··· Provided information ···

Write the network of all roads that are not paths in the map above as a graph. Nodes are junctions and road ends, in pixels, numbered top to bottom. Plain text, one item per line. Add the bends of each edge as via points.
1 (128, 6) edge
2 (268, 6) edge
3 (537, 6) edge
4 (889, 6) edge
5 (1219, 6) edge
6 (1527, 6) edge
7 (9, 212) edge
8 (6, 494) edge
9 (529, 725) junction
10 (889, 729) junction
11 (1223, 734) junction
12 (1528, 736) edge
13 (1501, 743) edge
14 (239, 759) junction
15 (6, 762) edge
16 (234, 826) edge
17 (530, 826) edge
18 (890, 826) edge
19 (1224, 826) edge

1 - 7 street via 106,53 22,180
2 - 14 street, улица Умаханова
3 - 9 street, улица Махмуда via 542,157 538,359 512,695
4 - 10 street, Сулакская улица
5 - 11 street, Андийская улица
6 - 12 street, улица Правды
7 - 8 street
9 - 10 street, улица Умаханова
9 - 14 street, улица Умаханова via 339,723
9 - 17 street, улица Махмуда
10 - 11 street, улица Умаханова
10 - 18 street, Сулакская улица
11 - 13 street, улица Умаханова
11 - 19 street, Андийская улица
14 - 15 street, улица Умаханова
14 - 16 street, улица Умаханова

···

Your instructions: Using the exact wording, transcribe all the records above.

Worked solution:
Write the network of all roads that are not paths in the map above as a graph. Nodes are junctions and road ends, in pixels, numbered top to bottom. Plain text, one item per line. Add the bends of each edge as via points.
1 (128, 6) edge
2 (268, 6) edge
3 (537, 6) edge
4 (889, 6) edge
5 (1219, 6) edge
6 (1527, 6) edge
7 (9, 212) edge
8 (6, 494) edge
9 (529, 725) junction
10 (889, 729) junction
11 (1223, 734) junction
12 (1528, 736) edge
13 (1501, 743) edge
14 (239, 759) junction
15 (6, 762) edge
16 (234, 826) edge
17 (530, 826) edge
18 (890, 826) edge
19 (1224, 826) edge

1 - 7 street via 106,53 22,180
2 - 14 street, улица Умаханова
3 - 9 street, улица Махмуда via 542,157 538,359 512,695
4 - 10 street, Сулакская улица
5 - 11 street, Андийская улица
6 - 12 street, улица Правды
7 - 8 street
9 - 10 street, улица Умаханова
9 - 14 street, улица Умаханова via 339,723
9 - 17 street, улица Махмуда
10 - 11 street, улица Умаханова
10 - 18 street, Сулакская улица
11 - 13 street, улица Умаханова
11 - 19 street, Андийская улица
14 - 15 street, улица Умаханова
14 - 16 street, улица Умаханова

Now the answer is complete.